Chapitre 9 : L'ambition de Trutos
Dans la noirceur étoilée de cette nuit fraiche, Eryl tremblait, et ce n'était pas à cause du froid. Elle se tenait sur la place du village avec tous les autres habitants, et regardait, horrifiée, les dizaines d'hélicoptères et autres engins volants aux emblèmes de la Team Cisaille qui se dirigeaient vers eux. Le pire était le nombre impressionnant de Pokemon qui encadraient les appareils Cisailles. Il devait y en avoir une bonne centaine, tous volants, et la grande majorité étaient des insectes.
Cela faisait quatre jours que les habitants de Surocal s'étaient mis à se battre contre l'envahisseur, malgré le sous-nombre évident. Et pourtant, ils avaient tenu. Grâce à Eryl et aux autres dresseurs, et aussi à la volonté des villageois, qui, armés de fourches, pouvaient flanquer une peur bleue aux sbires de la Team Cisaille. L'ennemi avait commencé à faiblir. Mais ce que tout le monde redoutait était en train d'arriver : le chef des Cisailles avait perdu patience et avait décidé de récupérer Ea avec toute la force dont il était capable. Cette fois, contre cette petite armée qui approchait, Eryl et les villageois ne pourraient rien faire.
- C'est fini, murmura Eryl. Il nous faut fuir. Amener Ea et fuir.
- Eryl a raison, approuva le maire. Nous nous sommes bien battus. L'honneur de notre village est sauf. Mais maintenant, il nous faut faire échapper Ea à ces odieux personnages !
Les autres eurent des murmures d'assentiment et de soulagement. Mais qui se transformèrent bien vite en cris de peur quand une voix rauque et terrifiante s'éleva dans la nuit.

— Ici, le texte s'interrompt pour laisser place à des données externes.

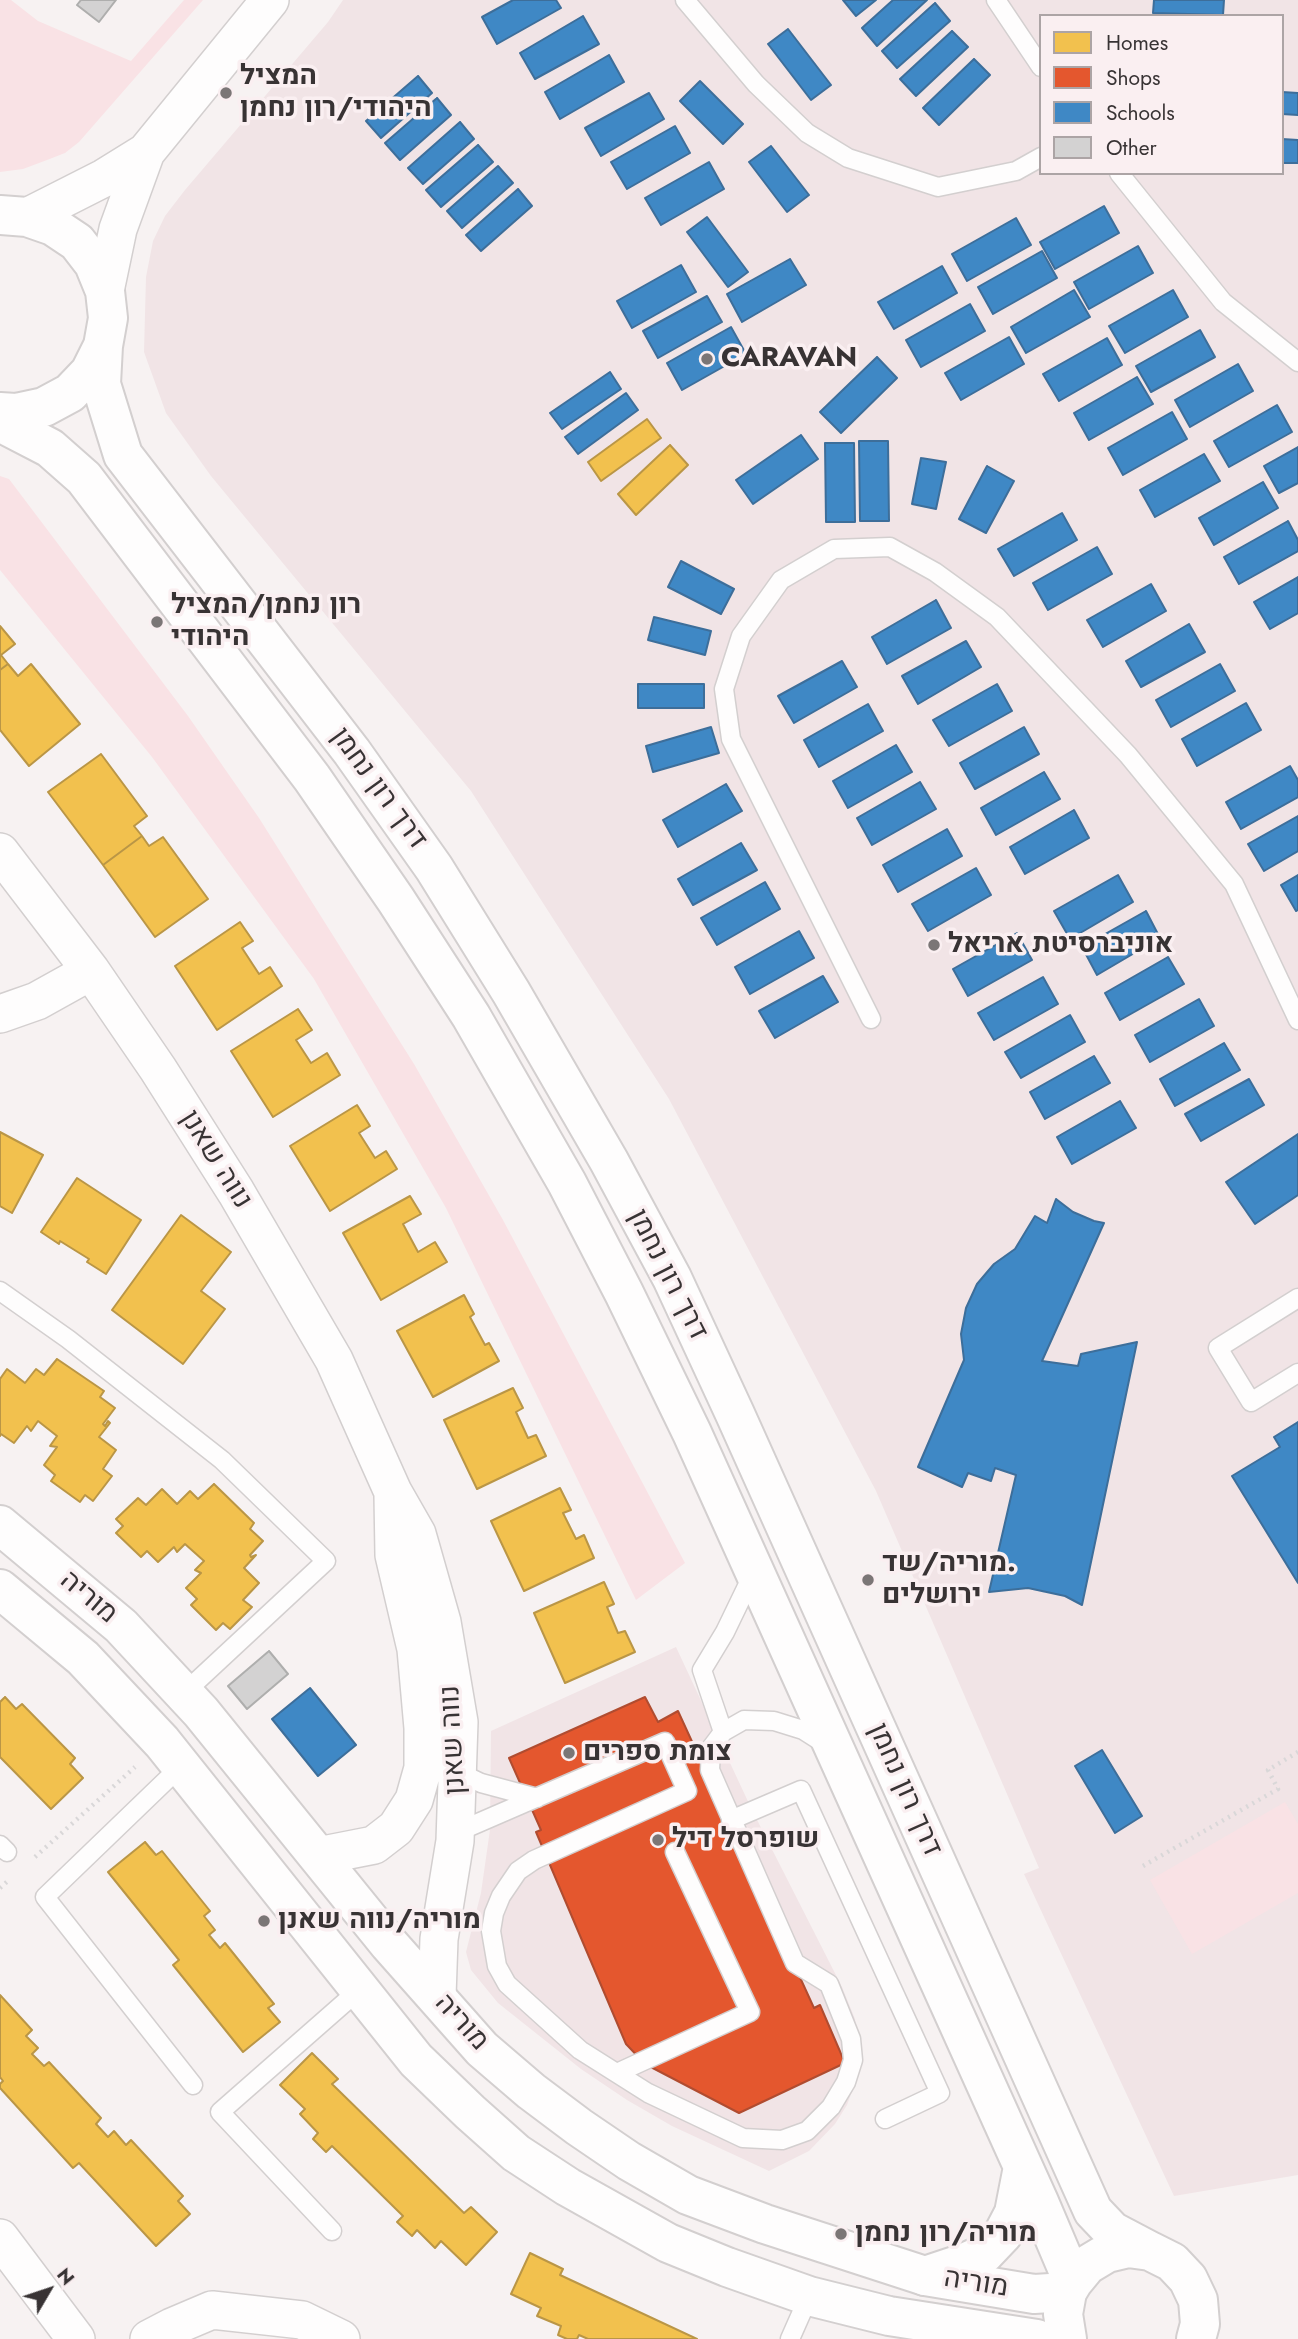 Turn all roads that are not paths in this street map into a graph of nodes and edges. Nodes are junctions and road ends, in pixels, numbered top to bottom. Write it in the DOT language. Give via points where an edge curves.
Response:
graph roads {
  1 [pos="270,0"];
  2 [pos="685,0"];
  3 [pos="996,0"];
  4 [pos="1039,63"];
  5 [pos="146,152"];
  6 [pos="1039,158"];
  7 [pos="1121,175"];
  8 [pos="14,216"];
  9 [pos="105,290"];
  10 [pos="103,346"];
  11 [pos="1298,362"];
  12 [pos="0,412"];
  13 [pos="0,422"];
  14 [pos="0,852"];
  15 [pos="91,971"];
  16 [pos="0,1014"];
  17 [pos="872,1020"];
  18 [pos="1298,1020"];
  19 [pos="0,1292"];
  20 [pos="1298,1298"];
  21 [pos="1298,1373"];
  22 [pos="393,1492"];
  23 [pos="0,1525"];
  24 [pos="754,1570"];
  25 [pos="0,1589"];
  26 [pos="184,1693"];
  27 [pos="723,1732"];
  28 [pos="836,1751"];
  29 [pos="181,1766"];
  30 [pos="458,1772"];
  31 [pos="537,1798"];
  32 [pos="731,1821"];
  33 [pos="455,1833"];
  34 [pos="675,1852"];
  35 [pos="318,1856"];
  36 [pos="359,1990"];
  37 [pos="437,1996"];
  38 [pos="617,2073"];
  39 [pos="193,2085"];
  40 [pos="885,2119"];
  41 [pos="1023,2167"];
  42 [pos="332,2231"];
  43 [pos="0,2238"];
  44 [pos="1150,2251"];
  45 [pos="925,2276"];
  46 [pos="1070,2287"];
  47 [pos="808,2296"];
  48 [pos="76,2339"];
  49 [pos="149,2339"];
  50 [pos="341,2339"];
  51 [pos="790,2339"];
  52 [pos="1037,2339"];
  53 [pos="1068,2339"];
  54 [pos="1196,2339"];
  1 -- 5 [label="street"];
  2 -- 6 [label="lane" via="764,92 807,133 848,158 938,187 1016,171"];
  3 -- 4 [label="lane"];
  5 -- 8 [label="street" via="104,178"];
  5 -- 9 [label="street" via="118,229"];
  7 -- 11 [label="lane" via="1223,303"];
  8 -- 9 [label="main road" via="53,226 77,242 94,264"];
  9 -- 10 [label="main road, דרך רון נחמן" via="108,318"];
  10 -- 12 [label="main road" via="90,372 70,393 44,407"];
  10 -- 44 [label="main road, דרך רון נחמן" via="101,384 123,455 352,752 434,868 609,1161 735,1414 1093,2211 1112,2231"];
  13 -- 24 [label="main road, דרך רון נחמן" via="50,448 84,478 284,740 396,900 471,1016 567,1183 687,1421"];
  14 -- 15 [label="street, נווה שאנן"];
  15 -- 16 [label="street" via="37,1002"];
  15 -- 22 [label="street, נווה שאנן" via="236,1192 334,1360"];
  17 -- 18 [label="lane" via="731,739 724,689 741,636 781,580 834,549 890,547 935,572 997,617 1128,755 1234,884"];
  19 -- 26 [label="lane" via="68,1339 222,1460 326,1561"];
  20 -- 21 [label="lane" via="1218,1348 1251,1402"];
  22 -- 30 [label="street, נווה שאנן" via="417,1534 442,1622 458,1722"];
  22 -- 35 [label="street, נווה שאנן" via="394,1555 416,1649 423,1768 414,1800 396,1828 374,1845"];
  23 -- 26 [label="main road, מוריה" via="121,1626"];
  24 -- 27 [label="lane" via="726,1632 702,1670"];
  24 -- 28 [label="main road, דרך רון נחמן"];
  25 -- 29 [label="main road, מוריה" via="83,1658"];
  26 -- 35 [label="main road, מוריה"];
  27 -- 28 [label="lane" via="744,1720 774,1721 803,1730"];
  27 -- 32 [label="lane" via="711,1748 710,1770"];
  28 -- 41 [label="main road, דרך רון נחמן"];
  29 -- 36 [label="main road, מוריה"];
  29 -- 39 [label="lane" via="44,1897"];
  30 -- 31 [label="lane"];
  30 -- 33 [label="street, נווה שאנן"];
  31 -- 33 [label="lane"];
  31 -- 38 [label="lane" via="665,1742 687,1791 534,1860 519,1871 494,1913 493,1949 507,1984 580,2050"];
  32 -- 38 [label="lane" via="795,1962 829,1984 851,2039 853,2060 846,2082 831,2107 807,2131 782,2140 743,2138 648,2093"];
  32 -- 40 [label="lane" via="801,1790 940,2093"];
  33 -- 37 [label="street, נווה שאנן" via="439,1939"];
  34 -- 38 [label="lane" via="750,2012"];
  35 -- 37 [label="main road, מוריה"];
  36 -- 42 [label="lane" via="220,2112"];
  36 -- 47 [label="main road, מוריה" via="416,2060 516,2153 668,2243"];
  37 -- 45 [label="main road, מוריה" via="482,2049 531,2091 629,2161 676,2188 765,2224"];
  41 -- 45 [label="main road" via="1014,2213 1003,2234 984,2254"];
  41 -- 46 [label="main road, דרך רון נחמן"];
  43 -- 48 [label="street"];
  44 -- 46 [label="main road" via="1129,2248 1107,2253 1087,2265"];
  44 -- 54 [label="main road, דרך רון נחמן" via="1172,2262 1188,2279 1198,2300"];
  45 -- 46 [label="main road, מוריה" via="1034,2294"];
  46 -- 53 [label="main road" via="1063,2314"];
  47 -- 51 [label="lane"];
  47 -- 52 [label="main road, מוריה" via="889,2316"];
  49 -- 50 [label="street" via="212,2310 302,2320"];
}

- Habitants de Surocal, je suis le dirigeant de la Team Cisaille. Au lieu de coopérer gentiment avec nous et de gagner l'amitié de la future plus grande Team du monde, vous avez décidé de nous défier. Vos efforts sont vains. Le Pokemon Ea ne nous échappera pas. Et vous non plus, désormais.
D'un coup, plusieurs faisceaux de lumières rouges qui provenaient de quatre appareils volants entourèrent le village. Les faisceaux se rejoignirent entre eux, en cernant totalement d'une immense prison rouge le village entier à des kilomètres à la ronde.
- Ceci est une barrière synergique de notre invention, poursuivit la voix désincarnée du boss. Elle n'empêchera pas mes troupes de pénétrer votre pitoyable village, mais empêchera quiconque d'en sortir. En punition de votre effronterie, votre village entier sera rasé. Si vous voulez éviter des blessés ou des morts inutiles, je vous conseille de nous livrer la fille qui protège Ea sur le champ ! Si vous le faites, je vous promets que nul n'aura à souffrir dans cette histoire. Vous avez jusqu'au lever du soleil, après quoi nous viendront à votre rencontre. Tâchez d'avoir pris une décision d'ici là, et veillez à ce que ce soit la bonne...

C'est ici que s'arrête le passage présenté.